31-07-2007, 13:31
|
#2
|
|
Benim kannatim, değişen yeni durumlara göre nafaka talebinin değerlendirilmesi gerekeceği yönünde idi, ama anladığım kadarı ile yargıtay farklı görüşte.
T.C.
YARGITAY
3. Hukuk Dairesi
Esas : 2004/889
Karar : 2004/1319
Tarih : 26.02.2004
ÖZET : Medeni Yasa hükümlerine göre, boşanma yüzünden yoksulluğa düşecek olan eş yoksulluk nafakası isteyebilir ise de, davacı yönünden kesinleşen daha önceki hüküm yoksulluğa düşmediği yönünde kesin hüküm oluşturmuştur.
(4721 s. MK. m. 175)
KARAR METNİ :
Taraflar arasında görülen nafaka davasının yapılan muhakemesi sonunda mahalli mahkemece verilen hüküm davalı tarafından temyiz edilmiştir.
Y A R G I T A Y K A R A R I
Temyiz isteminin süresi içinde olduğu anlaşıldıktan sonra dosyadaki bütün kağıtlar okunup gereği düşünüldü.
Dosyadaki yazılara, kararın dayandığı delillerle kanuni gerektirici sebeplere ve özellikle delillerin takdirinde bir isabetsizlik görülmemesine göre, sair temyiz itirazları yerinde değildir.
Ancak, taraflar boşanma davasında mali konularda anlaşmışlar ve bu anlaşmayı hakim huzurunda da kabul etmişlerdir. Bu nedenle davacı Beliğa kendisi için nafaka ve tazminat talebinden vazgeçmiş ve bu karar kesinleşmiştir.
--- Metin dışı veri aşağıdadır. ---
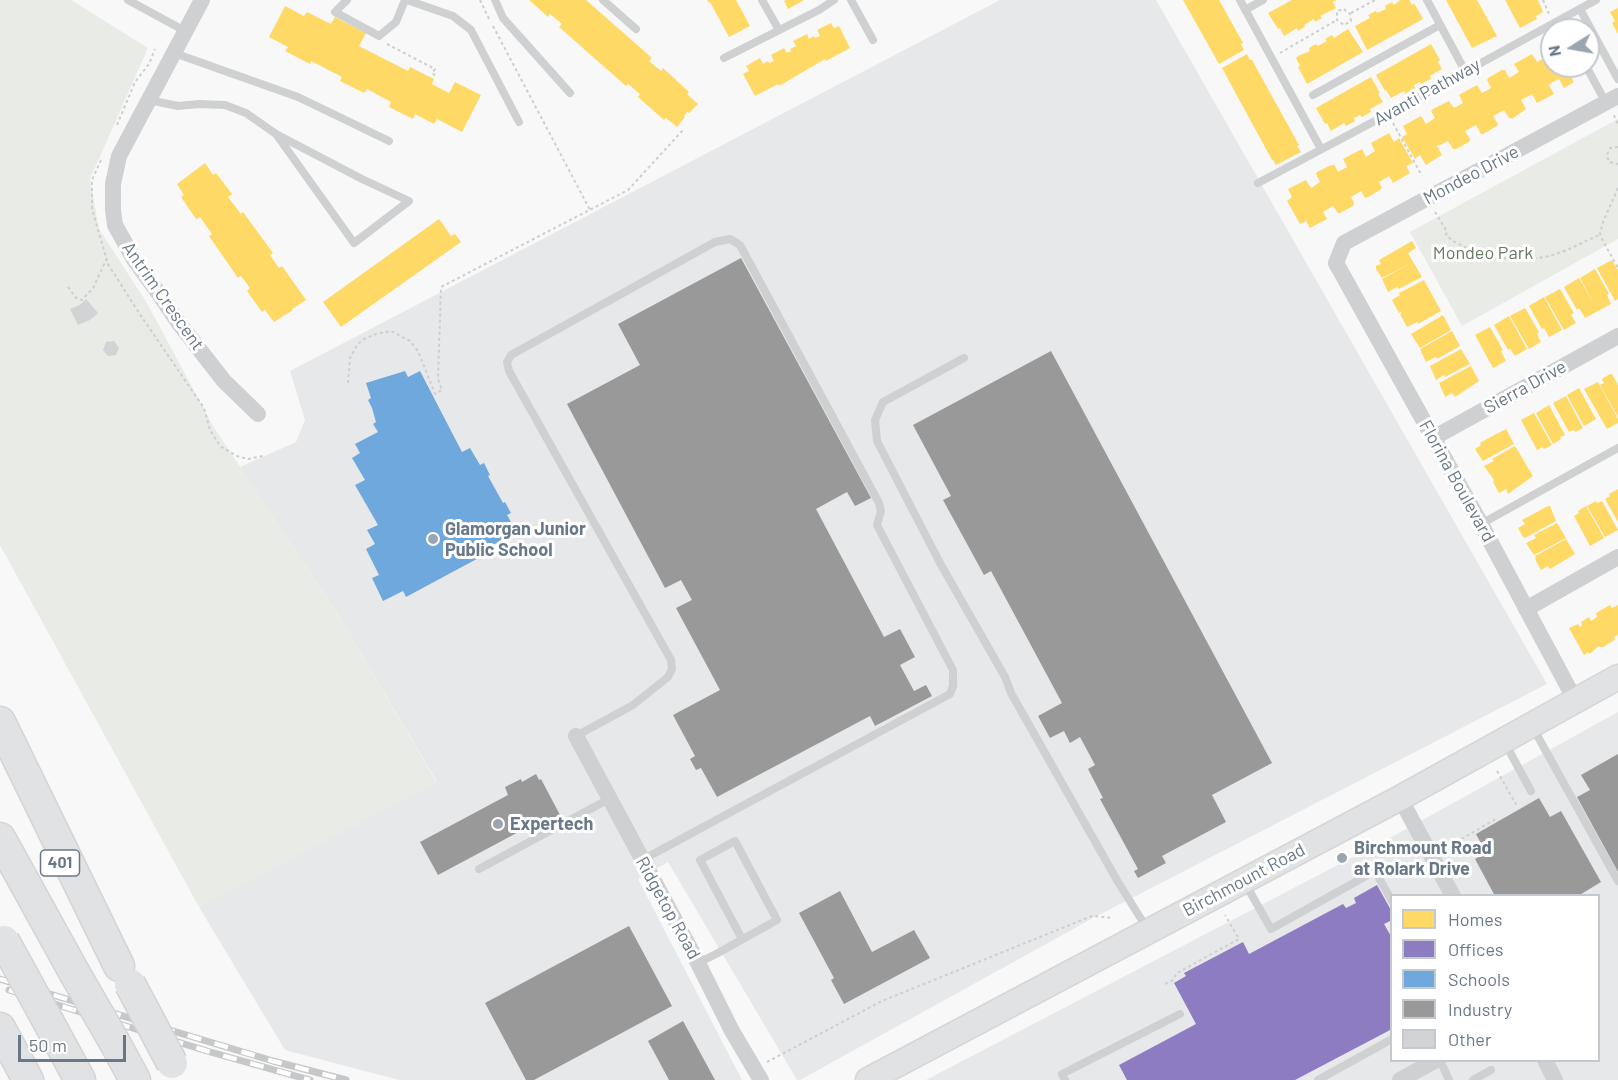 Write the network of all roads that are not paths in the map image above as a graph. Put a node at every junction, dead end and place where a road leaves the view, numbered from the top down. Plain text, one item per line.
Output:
1 (128, 0) edge
2 (202, 0) edge
3 (347, 0) edge
4 (406, 0) edge
5 (495, 0) edge
6 (603, 0) edge
7 (762, 0) edge
8 (834, 0) edge
9 (851, 0) edge
10 (1240, 0) edge
11 (1263, 0) edge
12 (1427, 0) edge
13 (1596, 0) edge
14 (1245, 9) junction
15 (1580, 9) junction
16 (1564, 18) edge
17 (1440, 25) junction
18 (636, 29) dead end
19 (779, 30) junction
20 (185, 31) junction
21 (1540, 31) edge
22 (873, 40) dead end
23 (174, 53) junction
24 (724, 58) dead end
25 (1465, 71) junction
26 (1595, 78) edge
27 (1618, 79) edge
28 (570, 93) dead end
29 (1313, 95) dead end
30 (149, 100) junction
31 (1612, 100) edge
32 (519, 122) dead end
33 (276, 134) junction
34 (389, 141) dead end
35 (1321, 149) junction
36 (1258, 183) dead end
37 (1336, 263) joint
38 (1618, 336) edge
39 (964, 358) dead end
40 (258, 414) dead end
41 (1433, 438) junction
42 (1618, 448) edge
43 (1481, 525) junction
44 (1618, 557) edge
45 (1526, 609) junction
46 (1617, 680) edge
47 (1575, 700) junction
48 (0, 722) edge
49 (1532, 725) junction
50 (576, 736) joint
51 (1503, 740) junction
52 (0, 760) edge
53 (1531, 791) dead end
54 (609, 798) junction
55 (1400, 798) junction
56 (0, 838) edge
57 (642, 860) junction
58 (478, 869) dead end
59 (1243, 881) junction
60 (1618, 881) edge
61 (1452, 894) edge
62 (1390, 897) edge
63 (1149, 930) junction
64 (2, 937) edge
65 (742, 939) junction
66 (698, 963) junction
67 (125, 975) junction
68 (1180, 1014) dead end
69 (2, 1031) edge
70 (1390, 1040) edge
71 (1434, 1062) edge
72 (1439, 1062) edge
73 (1546, 1062) edge
74 (1491, 1070) dead end
75 (177, 1071) edge
76 (758, 1074) edge
77 (28, 1080) edge
78 (80, 1080) edge
79 (135, 1080) edge
80 (868, 1080) edge
81 (1065, 1080) edge
82 (1318, 1080) edge
83 (1400, 1080) edge
84 (1449, 1080) edge
85 (1473, 1080) edge
86 (1555, 1080) edge

1 - 20 lane
2 - 20 street, Antrim Crescent
3 - 4 lane
4 - 32 lane
5 - 28 lane
6 - 18 lane
7 - 19 lane
8 - 19 lane
9 - 22 lane
10 - 14 lane
11 - 14 lane
12 - 17 lane
13 - 15 lane, Avanti Pathway
14 - 35 lane
15 - 16 lane, Avanti Pathway
15 - 27 lane
17 - 25 lane
17 - 29 lane
19 - 24 lane
20 - 23 street, Antrim Crescent
21 - 25 lane, Avanti Pathway
23 - 30 street, Antrim Crescent
23 - 34 lane
25 - 35 lane, Avanti Pathway
26 - 31 lane
30 - 33 lane
30 - 40 street, Antrim Crescent
31 - 37 street, Mondeo Drive
33 - 33 lane
35 - 36 lane, Avanti Pathway
37 - 41 street, Florina Boulevard
38 - 41 street, Sierra Drive
39 - 63 lane
41 - 43 street, Florina Boulevard
42 - 43 lane
43 - 45 street, Florina Boulevard
44 - 45 street
45 - 47 street, Florina Boulevard
46 - 47 main road, Birchmount Road
47 - 49 main road, Birchmount Road
48 - 67 highway
49 - 51 main road, Birchmount Road
49 - 60 lane
50 - 54 street, Ridgetop Road
50 - 57 lane
51 - 53 lane
51 - 55 main road, Birchmount Road
52 - 67 highway, 401
54 - 57 street, Ridgetop Road
54 - 58 lane
55 - 59 main road, Birchmount Road
55 - 61 street
56 - 79 highway, 401, bridge
57 - 66 street, Ridgetop Road
59 - 62 lane
59 - 63 main road, Birchmount Road
63 - 80 main road, Birchmount Road
64 - 78 highway, bridge
65 - 65 lane
65 - 66 lane
66 - 76 street, Ridgetop Road
67 - 75 highway, 401, bridge
68 - 81 lane
69 - 77 highway
70 - 82 lane
71 - 83 street
72 - 84 lane
73 - 86 street
74 - 85 lane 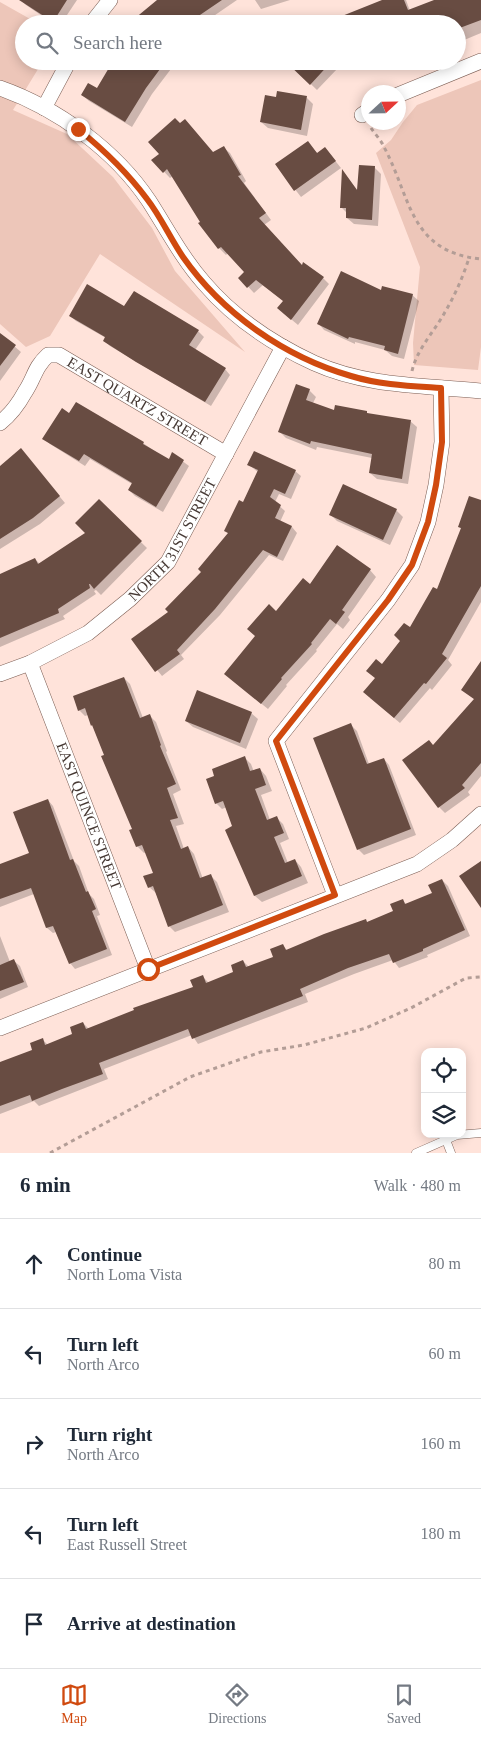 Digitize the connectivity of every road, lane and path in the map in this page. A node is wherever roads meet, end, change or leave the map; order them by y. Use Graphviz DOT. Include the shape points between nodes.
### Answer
graph roads {
  1 [pos="110,0"];
  2 [pos="98,15"];
  3 [pos="481,61"];
  4 [pos="466,67"];
  5 [pos="64,70"];
  6 [pos="459,70"];
  7 [pos="0,88"];
  8 [pos="406,92"];
  9 [pos="44,108"];
  10 [pos="374,130"];
  11 [pos="469,258"];
  12 [pos="481,259"];
  13 [pos="283,346"];
  14 [pos="409,386"];
  15 [pos="441,388"];
  16 [pos="481,391"];
  17 [pos="0,423"];
  18 [pos="226,454"];
  19 [pos="30,662"];
  20 [pos="0,674"];
  21 [pos="481,814"];
  22 [pos="335,895"];
  23 [pos="148,969"];
  24 [pos="481,977"];
  25 [pos="0,1028"];
  26 [pos="481,1133"];
  27 [pos="446,1140"];
  28 [pos="50,1153"];
  29 [pos="416,1153"];
  30 [pos="451,1153"];
  1 -- 2 [label="street"];
  3 -- 4 [label="street"];
  5 -- 9 [label="street"];
  6 -- 8 [label="street"];
  7 -- 9 [label="street"];
  9 -- 13 [label="street" via="103,149 148,200 184,258 204,283 252,328"];
  10 -- 11 [label="path" via="417,223 442,246"];
  11 -- 12 [label="path"];
  11 -- 14 [label="path" via="445,313 414,365"];
  13 -- 14 [label="street" via="314,363 351,376"];
  13 -- 18 [label="street, NORTH 31ST STREET"];
  14 -- 15 [label="street"];
  15 -- 16 [label="street"];
  15 -- 22 [label="street" via="442,442 436,485 428,522 412,565 276,741"];
  17 -- 18 [label="street, EAST QUARTZ STREET" via="26,391 38,364 48,355 59,355"];
  18 -- 19 [label="street, NORTH 31ST STREET" via="168,562 88,633"];
  19 -- 20 [label="street, NORTH 31ST STREET"];
  19 -- 23 [label="street, EAST QUINCE STREET"];
  21 -- 22 [label="street" via="452,840 417,864"];
  22 -- 23 [label="street"];
  23 -- 25 [label="street"];
  24 -- 28 [label="path" via="466,978 366,1028 304,1045 261,1052 190,1077"];
  26 -- 27 [label="lane" via="457,1135"];
  27 -- 29 [label="lane"];
  27 -- 30 [label="lane"];
}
TMK. nun 175. maddesine göre; boşanma yüzünden yoksulluğa düşecek olan eş yoksulluk nafakası isteyebilir ise de, davacı yönünden kesinleşen bu hüküm yoksulluğa düşmediği yönünde kesin hüküm oluşturmuştur.
O halde, davacının artık yoksulluk nafakası talebinde bulunamayacağı düşünülmeden talebin bu yönden de kısmen kabulü cihetine gidilmesi doğru görülmemiştir.
Bu itibarla yukarıda açıklanan esaslar gözönünde tutulmaksızın yazılı şekilde hüküm tesisi isabetsiz, temyiz itirazları bu nedenlerle yerinde olduğundan kabulü ile hükmün bu yönden HUMK.nun 428. maddesi gereğince BOZULMASINA ve peşin alınan temyiz harcının istek halinde temyiz edene iadesine, 26.02.2004 tarihinde oybirliğiyle karar verildi.